Charlize Theron and Seth Rogen are bringing all the comedic energy they can muster to Jonathan Levine's 125 minute convention crushing romcom about Charlotte Field and Fred Flarsky, two childhood neighbours who rekindle their friendship after years apart. When Flarsky, a provocative journalist, is hired to pen speeches for Field's presidential campaign the two of them embark on a global tour to gain traction for Field's endeavour.

Comedy movies are always a hit or miss. If it doesn't make you laugh, it hasn't attained its only goal. These kind of narratives can often be overlooked for their more wacky elements but Long Shot is home to some incredibly witty quips amidst the (sometimes) goofy humour, but still manages to pull off its intention: to keep people laughing.

Charlize Theron, perhaps better known for finding her place in more dramatic roles as of late, has completely twisted that to bring a brilliant balance of character performance without sacrificing it entirely to the traditional conventions of the comedic genre. Dan Sterling and Liz Hannah, who each have a credit on the film's writing team, have done their best at tackling convention throughout the narrative whilst still identifying and utilising the more traditional elements of comedy.
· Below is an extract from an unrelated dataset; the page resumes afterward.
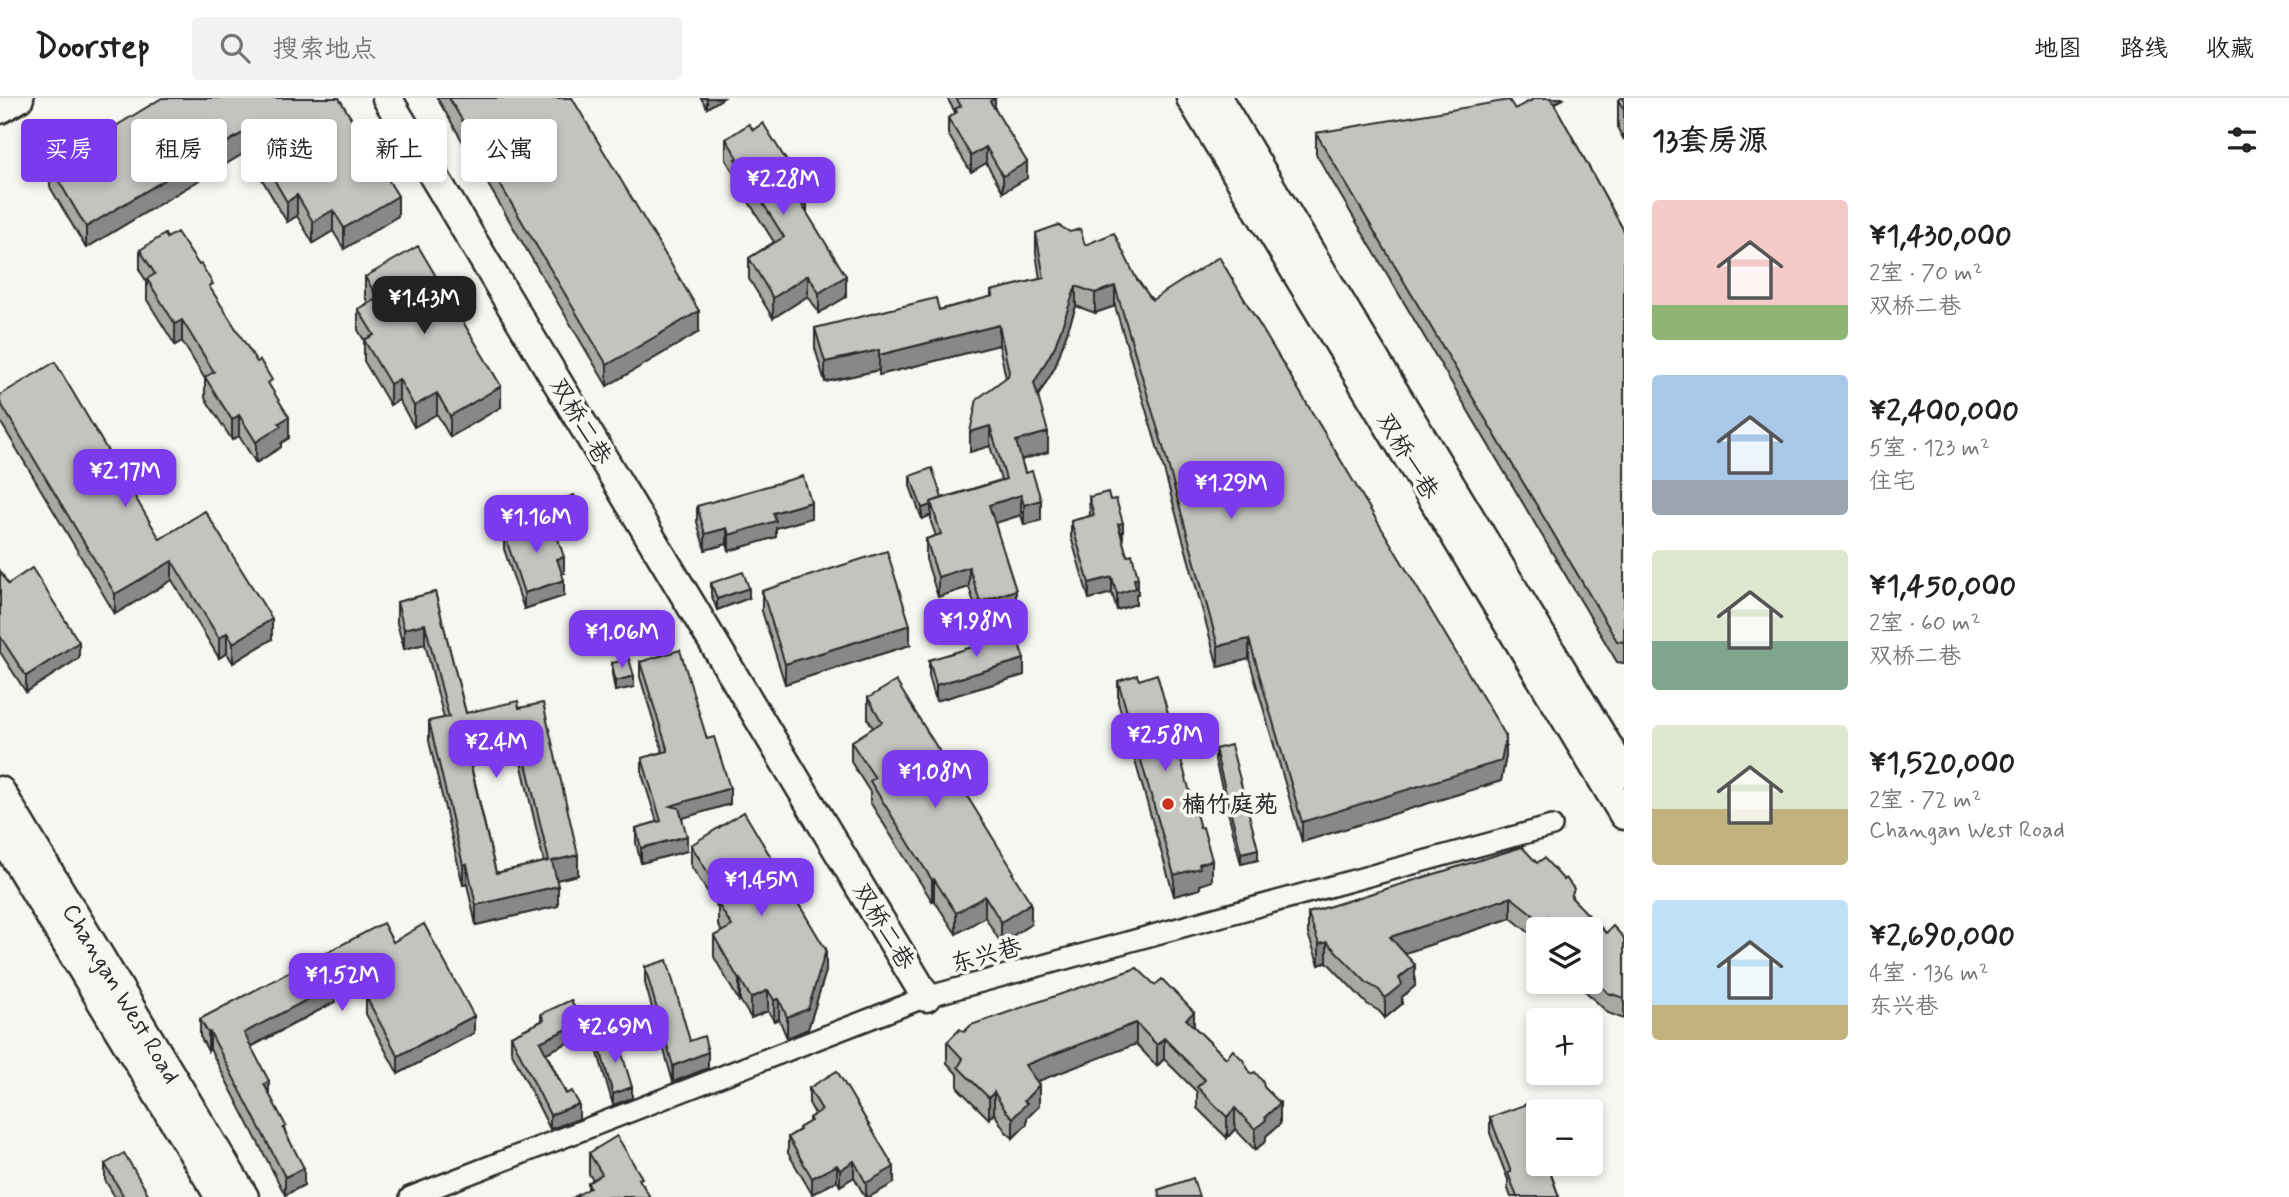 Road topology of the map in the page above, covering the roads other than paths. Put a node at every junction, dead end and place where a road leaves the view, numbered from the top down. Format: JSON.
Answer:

For example, stereotyping is definitely still present within Long Shot. Theron's character is the typical "serious business woman" wanting to be taken seriously in public so she can be taken seriously at work which is immediately challenged by bringing in Fred Flarsky, the "funny guy" aka total opposite of everything her character represents. His exterior and interior are entirely the opposite of serious. He wears a brightly coloured windbreakers and caps and will speak his mind to anyone who will listen.
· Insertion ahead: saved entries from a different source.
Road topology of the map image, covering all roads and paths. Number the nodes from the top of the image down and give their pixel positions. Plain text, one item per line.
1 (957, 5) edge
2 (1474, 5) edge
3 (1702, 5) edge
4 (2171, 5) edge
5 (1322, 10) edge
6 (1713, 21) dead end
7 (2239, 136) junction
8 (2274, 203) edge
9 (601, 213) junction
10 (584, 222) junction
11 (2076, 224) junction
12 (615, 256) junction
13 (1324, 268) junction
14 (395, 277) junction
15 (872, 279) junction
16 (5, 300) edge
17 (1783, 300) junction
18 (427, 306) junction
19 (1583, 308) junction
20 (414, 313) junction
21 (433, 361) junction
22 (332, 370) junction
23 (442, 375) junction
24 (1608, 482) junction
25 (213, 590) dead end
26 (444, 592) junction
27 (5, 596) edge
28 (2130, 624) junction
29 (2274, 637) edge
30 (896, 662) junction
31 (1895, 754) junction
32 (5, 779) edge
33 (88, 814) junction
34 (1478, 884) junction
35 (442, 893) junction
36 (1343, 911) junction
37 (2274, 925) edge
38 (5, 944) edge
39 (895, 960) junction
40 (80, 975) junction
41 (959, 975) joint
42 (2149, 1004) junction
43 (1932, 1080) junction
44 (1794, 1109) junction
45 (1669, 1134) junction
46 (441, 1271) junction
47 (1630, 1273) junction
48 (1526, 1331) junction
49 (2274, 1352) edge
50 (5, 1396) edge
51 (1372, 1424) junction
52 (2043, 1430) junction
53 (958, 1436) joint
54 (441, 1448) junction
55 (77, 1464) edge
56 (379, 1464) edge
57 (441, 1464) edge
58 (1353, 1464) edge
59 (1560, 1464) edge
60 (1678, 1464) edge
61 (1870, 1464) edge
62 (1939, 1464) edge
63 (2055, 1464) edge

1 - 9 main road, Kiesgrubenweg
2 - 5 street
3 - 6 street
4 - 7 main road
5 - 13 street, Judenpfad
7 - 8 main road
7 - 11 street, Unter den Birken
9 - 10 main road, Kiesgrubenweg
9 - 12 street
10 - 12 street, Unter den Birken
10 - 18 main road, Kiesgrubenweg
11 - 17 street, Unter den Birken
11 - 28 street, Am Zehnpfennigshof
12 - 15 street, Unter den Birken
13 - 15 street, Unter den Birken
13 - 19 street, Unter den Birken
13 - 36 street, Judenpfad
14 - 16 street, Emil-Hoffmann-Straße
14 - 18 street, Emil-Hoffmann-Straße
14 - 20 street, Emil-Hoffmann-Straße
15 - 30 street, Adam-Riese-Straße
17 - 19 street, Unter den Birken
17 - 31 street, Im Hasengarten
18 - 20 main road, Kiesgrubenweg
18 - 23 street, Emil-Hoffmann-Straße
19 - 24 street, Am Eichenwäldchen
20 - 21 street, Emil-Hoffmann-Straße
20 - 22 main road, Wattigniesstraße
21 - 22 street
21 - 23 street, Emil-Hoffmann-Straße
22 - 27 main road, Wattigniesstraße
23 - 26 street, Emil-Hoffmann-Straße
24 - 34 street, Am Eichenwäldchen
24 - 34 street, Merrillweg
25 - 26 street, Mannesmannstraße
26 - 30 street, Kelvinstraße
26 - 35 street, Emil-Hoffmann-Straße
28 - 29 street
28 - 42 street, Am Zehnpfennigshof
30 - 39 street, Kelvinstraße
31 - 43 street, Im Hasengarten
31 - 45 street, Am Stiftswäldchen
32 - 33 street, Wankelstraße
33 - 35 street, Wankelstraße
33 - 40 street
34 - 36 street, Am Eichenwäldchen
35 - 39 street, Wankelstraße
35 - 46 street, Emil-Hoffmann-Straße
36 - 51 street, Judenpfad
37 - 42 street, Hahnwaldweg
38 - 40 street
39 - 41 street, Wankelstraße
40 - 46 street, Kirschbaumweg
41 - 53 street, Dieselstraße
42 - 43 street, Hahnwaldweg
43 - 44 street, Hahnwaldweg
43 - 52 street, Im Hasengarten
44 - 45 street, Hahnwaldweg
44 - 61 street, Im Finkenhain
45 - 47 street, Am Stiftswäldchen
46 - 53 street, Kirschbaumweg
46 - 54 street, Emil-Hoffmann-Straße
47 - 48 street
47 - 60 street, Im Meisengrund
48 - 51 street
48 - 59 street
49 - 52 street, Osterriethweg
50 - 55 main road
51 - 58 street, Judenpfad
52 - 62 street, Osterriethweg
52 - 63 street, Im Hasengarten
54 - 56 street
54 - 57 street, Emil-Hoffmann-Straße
The two of them being forced into situational comedy together is the basis of a fantastic film. Never once are you left waiting for a laugh, it has its more touching moments for the in-between parts which Rogen and Theron play to perfectly. Rogen has a well built home in comedy and he doesn't miss a beat in Long Shot. Together, they make for a brilliant pairing that I'd like to see more of on screen.

125 minutes is huge real estate for a comedy. It's incredibly difficult to keep people laughing for that length of time and although there's a small lull in energy towards the end, Long Shot doesn't waiver from its purpose. It's that perfect "compromise" movie that fits so neatly into the box offices and I imagine will do well once the Avengers hype dies down.